Why FARE (Food Allergy Research & Education) thinks desensitization is a vital food allergy therapy on the path toward finding tolerance.
Parents of children with food allergies tell me their main focus for their child’s future is keeping their loved one safe and healthy. This brings up a thought-provoking question when it comes to where we are headed with research: do we seek to find a cure for food allergy or do we address the urgent need to have a treatment – something – that will protect the lives of individuals with food allergies?
In diseases such as cancer or cystic fibrosis, scientists have focused on finding treatments that will help those affected live longer, while science develops the understanding of the underlying problem – in order to find the cure. In contrast, the endpoint in food allergy research is more complex because there are multiple causes at play. Even among the strongest supporters of food allergy research, there are differences in what is viewed as a “cure.”
Therefore I think it’s worthwhile to define what we at FARE mean when we talk about a “cure.”
Desensitization, which may be achieved through oral immunotherapy (OIT), which is still in clinical trials, blunts an allergic response to protect an individual accidentally exposed to their allergen and thereby prevents a potentially life-threatening reaction. However, if the individual stops taking the therapy, the full allergic reaction returns.
Tolerance – or what researchers refer to as “sustained unresponsiveness” – means the individual is no longer allergic to the food and can freely incorporate it into their diet. With sustained unresponsiveness, for example, individuals could safely consume their allergen well after their treatment concluded, without ongoing treatment or maintenance doses.
With desensitization, you could gain peace of mind and a level of freedom from the threat of life-threatening reactions, but you likely will still carry epinephrine. With tolerance, you would be “cured.”
For many parents who have seen their child gasp for air in the midst of a terrifying anaphylactic reaction, a cure may be a long-term goal, but immediate protection is important, so desensitization is a significant option. Other parents, however, may feel this approach doesn’t go far enough because they want their child to be able to eat whatever they want, and to avoid any fear the food allergy could return.
Zeroing in on a single cure for food allergy has proven difficult since we still don’t understand the cause. Why can one child tolerate cooked egg with no problem while his friend can’t? Why do therapies currently being studied in clinical trials work for some but not others? Underlying some of the vexing issues about food allergies is the fact that reactions are highly variable, not just across the population, but even within a single person.
Families and individuals managing food allergies have clamored for a cure, and rightfully so. Too many lives have been lost to fatal food allergy reactions. But I feel it is vitally important to also give attention and investments to research that will provide protection from life-threatening reactions to the millions affected by food allergies.

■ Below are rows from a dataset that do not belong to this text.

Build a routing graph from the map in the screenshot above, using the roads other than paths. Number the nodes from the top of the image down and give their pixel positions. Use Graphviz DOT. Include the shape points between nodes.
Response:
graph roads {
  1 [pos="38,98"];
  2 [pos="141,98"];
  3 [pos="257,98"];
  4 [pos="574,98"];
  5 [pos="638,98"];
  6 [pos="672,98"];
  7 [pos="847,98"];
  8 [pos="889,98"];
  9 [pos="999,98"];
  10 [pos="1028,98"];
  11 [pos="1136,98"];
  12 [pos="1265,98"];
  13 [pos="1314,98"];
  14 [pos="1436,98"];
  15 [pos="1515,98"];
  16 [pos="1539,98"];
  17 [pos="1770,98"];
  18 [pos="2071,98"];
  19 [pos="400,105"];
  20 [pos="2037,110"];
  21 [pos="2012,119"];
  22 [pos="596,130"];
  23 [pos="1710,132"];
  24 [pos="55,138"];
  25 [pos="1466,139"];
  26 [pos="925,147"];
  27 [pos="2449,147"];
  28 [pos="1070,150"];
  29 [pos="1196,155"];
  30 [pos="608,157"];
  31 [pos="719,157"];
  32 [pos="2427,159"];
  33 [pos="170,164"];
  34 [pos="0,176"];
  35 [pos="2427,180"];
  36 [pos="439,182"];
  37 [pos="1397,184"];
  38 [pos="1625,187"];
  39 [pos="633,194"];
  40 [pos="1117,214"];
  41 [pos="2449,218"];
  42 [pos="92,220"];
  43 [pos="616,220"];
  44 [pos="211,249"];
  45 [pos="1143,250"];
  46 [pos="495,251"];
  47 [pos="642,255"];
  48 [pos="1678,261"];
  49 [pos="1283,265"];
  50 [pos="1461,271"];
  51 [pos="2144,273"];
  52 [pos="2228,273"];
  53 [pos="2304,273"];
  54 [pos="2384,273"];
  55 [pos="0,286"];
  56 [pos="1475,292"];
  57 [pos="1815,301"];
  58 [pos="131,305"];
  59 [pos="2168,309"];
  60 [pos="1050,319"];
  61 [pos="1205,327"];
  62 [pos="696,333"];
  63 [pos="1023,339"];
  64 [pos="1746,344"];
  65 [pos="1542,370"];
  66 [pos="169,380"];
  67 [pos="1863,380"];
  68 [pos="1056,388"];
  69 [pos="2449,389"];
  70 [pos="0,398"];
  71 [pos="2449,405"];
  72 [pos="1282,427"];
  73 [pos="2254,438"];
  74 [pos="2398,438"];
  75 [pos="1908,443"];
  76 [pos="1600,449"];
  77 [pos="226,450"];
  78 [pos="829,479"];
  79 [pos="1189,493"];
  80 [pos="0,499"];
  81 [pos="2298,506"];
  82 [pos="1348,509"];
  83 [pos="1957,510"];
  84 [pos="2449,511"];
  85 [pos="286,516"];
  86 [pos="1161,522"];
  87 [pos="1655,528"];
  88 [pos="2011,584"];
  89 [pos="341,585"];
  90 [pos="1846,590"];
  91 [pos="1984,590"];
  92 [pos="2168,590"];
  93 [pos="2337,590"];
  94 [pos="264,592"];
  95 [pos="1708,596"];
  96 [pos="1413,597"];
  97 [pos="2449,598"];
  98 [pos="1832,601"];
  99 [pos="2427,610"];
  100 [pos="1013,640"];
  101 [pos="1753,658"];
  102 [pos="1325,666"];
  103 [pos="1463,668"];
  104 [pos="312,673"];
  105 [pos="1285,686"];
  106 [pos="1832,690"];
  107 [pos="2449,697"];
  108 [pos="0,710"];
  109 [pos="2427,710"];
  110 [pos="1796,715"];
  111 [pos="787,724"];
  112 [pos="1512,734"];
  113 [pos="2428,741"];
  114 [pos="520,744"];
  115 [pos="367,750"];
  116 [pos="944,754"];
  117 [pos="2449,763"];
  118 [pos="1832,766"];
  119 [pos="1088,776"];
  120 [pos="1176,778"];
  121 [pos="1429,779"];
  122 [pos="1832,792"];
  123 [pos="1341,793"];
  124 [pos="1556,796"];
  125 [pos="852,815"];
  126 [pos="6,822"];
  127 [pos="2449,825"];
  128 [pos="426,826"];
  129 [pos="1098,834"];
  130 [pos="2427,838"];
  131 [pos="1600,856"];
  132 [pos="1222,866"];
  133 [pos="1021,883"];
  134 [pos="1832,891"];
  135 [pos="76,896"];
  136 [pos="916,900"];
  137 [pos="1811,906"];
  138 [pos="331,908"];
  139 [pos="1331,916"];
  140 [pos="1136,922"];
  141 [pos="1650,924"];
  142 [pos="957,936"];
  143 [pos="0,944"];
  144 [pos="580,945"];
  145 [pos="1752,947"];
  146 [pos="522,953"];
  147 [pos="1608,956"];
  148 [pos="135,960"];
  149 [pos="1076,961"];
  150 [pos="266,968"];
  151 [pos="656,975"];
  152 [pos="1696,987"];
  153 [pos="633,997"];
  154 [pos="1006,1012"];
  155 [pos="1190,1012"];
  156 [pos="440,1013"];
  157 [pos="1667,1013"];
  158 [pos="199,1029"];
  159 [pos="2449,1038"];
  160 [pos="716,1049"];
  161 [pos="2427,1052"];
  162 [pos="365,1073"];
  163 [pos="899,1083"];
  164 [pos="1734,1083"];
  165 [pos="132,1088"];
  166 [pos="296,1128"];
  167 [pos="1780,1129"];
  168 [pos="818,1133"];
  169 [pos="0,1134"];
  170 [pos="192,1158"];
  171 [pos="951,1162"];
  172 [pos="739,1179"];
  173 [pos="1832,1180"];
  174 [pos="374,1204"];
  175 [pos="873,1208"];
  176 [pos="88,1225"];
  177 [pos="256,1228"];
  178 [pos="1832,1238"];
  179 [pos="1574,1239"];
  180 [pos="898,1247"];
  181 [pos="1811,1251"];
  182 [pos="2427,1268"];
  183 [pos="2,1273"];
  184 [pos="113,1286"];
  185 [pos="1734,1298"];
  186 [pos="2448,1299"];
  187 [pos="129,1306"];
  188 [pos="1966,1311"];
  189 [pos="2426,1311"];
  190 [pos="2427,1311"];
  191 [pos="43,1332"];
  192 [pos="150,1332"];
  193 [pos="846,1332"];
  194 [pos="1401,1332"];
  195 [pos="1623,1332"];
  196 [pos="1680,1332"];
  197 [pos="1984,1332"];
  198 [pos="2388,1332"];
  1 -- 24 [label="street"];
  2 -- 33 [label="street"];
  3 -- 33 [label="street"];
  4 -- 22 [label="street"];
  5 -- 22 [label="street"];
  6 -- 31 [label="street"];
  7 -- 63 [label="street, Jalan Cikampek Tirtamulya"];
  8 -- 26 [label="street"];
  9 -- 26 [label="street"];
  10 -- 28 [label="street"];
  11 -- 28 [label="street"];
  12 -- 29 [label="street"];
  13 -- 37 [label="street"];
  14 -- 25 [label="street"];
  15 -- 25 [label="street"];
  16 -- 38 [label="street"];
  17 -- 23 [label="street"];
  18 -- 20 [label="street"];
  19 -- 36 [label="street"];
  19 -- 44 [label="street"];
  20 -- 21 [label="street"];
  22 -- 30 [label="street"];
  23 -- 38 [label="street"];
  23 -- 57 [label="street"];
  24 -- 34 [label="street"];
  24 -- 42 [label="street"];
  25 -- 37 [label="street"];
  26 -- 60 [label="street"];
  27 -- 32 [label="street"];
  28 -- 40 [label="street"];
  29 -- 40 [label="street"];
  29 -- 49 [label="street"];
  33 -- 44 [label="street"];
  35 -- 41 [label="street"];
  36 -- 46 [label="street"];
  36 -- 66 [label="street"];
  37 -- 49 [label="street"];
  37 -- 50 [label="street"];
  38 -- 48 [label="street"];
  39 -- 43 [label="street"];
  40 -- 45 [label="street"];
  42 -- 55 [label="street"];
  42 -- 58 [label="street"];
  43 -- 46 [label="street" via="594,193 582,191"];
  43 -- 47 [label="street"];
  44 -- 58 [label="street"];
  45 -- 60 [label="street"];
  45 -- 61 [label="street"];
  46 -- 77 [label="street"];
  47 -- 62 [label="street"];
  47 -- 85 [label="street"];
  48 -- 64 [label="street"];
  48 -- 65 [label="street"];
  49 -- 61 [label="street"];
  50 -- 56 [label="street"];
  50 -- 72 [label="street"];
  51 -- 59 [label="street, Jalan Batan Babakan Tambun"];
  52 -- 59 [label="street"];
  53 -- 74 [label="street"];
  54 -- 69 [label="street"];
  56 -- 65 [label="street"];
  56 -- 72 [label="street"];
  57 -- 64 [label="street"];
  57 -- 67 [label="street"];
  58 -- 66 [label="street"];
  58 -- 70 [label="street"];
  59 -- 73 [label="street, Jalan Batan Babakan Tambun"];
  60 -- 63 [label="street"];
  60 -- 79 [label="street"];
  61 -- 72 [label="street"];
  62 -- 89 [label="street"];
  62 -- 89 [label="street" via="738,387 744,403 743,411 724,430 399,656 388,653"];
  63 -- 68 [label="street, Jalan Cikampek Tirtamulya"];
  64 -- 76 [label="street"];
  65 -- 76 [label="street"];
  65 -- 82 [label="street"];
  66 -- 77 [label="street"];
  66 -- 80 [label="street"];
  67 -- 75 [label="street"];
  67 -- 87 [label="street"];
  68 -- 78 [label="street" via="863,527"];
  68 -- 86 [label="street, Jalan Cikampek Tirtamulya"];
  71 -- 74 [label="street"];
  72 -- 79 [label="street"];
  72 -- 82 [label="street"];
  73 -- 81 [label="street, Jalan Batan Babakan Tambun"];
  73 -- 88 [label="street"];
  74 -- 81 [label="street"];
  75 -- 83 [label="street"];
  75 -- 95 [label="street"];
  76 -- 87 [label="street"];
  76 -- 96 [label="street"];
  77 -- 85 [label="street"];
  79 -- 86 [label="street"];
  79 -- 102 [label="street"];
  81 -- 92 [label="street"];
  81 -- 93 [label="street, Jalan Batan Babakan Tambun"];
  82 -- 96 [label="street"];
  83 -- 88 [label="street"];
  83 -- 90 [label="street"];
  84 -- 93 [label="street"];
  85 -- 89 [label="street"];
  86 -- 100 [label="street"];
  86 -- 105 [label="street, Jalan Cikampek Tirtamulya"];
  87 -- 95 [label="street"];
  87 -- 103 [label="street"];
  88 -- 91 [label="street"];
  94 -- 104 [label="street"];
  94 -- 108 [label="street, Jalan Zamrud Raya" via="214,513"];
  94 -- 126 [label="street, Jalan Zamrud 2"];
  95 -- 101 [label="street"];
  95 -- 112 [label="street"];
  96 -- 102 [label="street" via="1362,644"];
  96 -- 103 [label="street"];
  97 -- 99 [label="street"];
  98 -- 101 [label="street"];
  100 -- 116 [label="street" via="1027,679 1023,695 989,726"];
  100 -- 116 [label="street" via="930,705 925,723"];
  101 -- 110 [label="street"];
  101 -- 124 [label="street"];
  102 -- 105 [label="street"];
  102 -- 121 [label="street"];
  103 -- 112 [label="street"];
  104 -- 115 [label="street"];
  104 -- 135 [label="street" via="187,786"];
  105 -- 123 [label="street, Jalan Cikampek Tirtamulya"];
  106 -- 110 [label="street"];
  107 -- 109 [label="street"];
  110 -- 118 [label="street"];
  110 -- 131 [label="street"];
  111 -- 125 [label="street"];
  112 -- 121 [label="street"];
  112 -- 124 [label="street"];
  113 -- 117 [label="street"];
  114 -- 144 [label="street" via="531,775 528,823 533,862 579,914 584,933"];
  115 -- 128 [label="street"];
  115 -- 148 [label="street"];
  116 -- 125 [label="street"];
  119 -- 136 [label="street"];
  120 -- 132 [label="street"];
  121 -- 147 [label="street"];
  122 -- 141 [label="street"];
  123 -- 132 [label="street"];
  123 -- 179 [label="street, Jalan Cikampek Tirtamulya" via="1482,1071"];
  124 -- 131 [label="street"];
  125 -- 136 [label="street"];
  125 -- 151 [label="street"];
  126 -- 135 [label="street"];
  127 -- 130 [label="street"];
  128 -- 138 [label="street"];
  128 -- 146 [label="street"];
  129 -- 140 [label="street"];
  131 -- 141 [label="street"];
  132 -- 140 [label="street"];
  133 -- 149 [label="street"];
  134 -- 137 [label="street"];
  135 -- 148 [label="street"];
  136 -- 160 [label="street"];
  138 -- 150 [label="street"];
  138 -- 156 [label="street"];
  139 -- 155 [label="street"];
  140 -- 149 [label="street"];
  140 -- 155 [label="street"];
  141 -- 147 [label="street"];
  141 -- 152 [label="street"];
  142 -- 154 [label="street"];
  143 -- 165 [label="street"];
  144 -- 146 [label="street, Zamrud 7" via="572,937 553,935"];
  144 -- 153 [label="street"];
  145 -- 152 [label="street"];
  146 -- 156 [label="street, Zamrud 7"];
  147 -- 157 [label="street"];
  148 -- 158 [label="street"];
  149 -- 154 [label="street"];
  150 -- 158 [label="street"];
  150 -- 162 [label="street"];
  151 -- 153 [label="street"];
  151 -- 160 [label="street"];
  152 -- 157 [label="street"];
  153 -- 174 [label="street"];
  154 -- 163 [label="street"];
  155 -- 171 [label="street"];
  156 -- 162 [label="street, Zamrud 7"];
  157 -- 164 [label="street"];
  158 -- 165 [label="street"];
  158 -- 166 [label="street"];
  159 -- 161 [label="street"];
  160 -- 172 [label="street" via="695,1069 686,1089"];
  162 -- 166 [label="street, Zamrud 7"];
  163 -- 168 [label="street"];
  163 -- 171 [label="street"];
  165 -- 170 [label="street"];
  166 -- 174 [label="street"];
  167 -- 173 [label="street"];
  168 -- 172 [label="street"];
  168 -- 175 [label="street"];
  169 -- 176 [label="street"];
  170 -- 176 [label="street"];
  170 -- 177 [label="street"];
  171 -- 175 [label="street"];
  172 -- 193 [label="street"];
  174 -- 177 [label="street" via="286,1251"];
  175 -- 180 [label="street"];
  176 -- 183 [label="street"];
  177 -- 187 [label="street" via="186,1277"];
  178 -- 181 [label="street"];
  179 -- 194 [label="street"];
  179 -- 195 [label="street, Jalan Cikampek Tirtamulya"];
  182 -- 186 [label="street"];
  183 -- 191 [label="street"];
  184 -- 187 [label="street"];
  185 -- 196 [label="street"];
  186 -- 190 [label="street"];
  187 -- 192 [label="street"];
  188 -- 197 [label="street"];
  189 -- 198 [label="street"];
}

Scientists are still gathering data to address fundamental questions about inducing tolerance to food. The pace of research has been frustratingly slow and we at FARE share this frustration. I would like to have a viable treatment tomorrow.
On the other hand, we cannot proffer things that are not proven, or more importantly, could be dangerous. That’s why we’re pulling out all the stops to accelerate research with initiatives such as the FARE Clinical Network and programs like the FARE Investigator in Food Allergy Awards. Fortunately, with generous community support, we have been able to provide resources for talented scientists who are newly dedicated to finding ways to protect food-allergic individuals.
I’m pleased to report that, for the first time, two companies working on therapies for food allergy are in Phase 3 (final) clinical trials. For some of you, that might beg the question of why we even need approval of the Food and Drug Administration. One of the main reasons is so that allergists across the country can offer consistent therapies – whether as OIT or the skin patch – to all patients with approved protocols and guidelines. These therapies would also be eligible for insurance coverage, which is a major problem with non-FDA approved approaches.
In January, I had the opportunity to offer comment at an FDA meeting of the Allergenic Products Advisory Committee, which was held to discuss safety and effectiveness data for food allergy immunotherapy products. I emphasized that although the reduced potential for an allergic reaction may not seem like a tremendous scientific advance, it could be the difference between life and death for many food-allergic individuals.
So for now, when we talk about therapeutic endpoints, we will focus on safe and effective treatments that desensitize rather than induce tolerance. We know these treatments will save lives now while we continue to build our understanding of food allergies to support further work for longer-term goals – such as a true cure. I feel this binary approach makes the most sense, and best serves the wishes of the allergic community.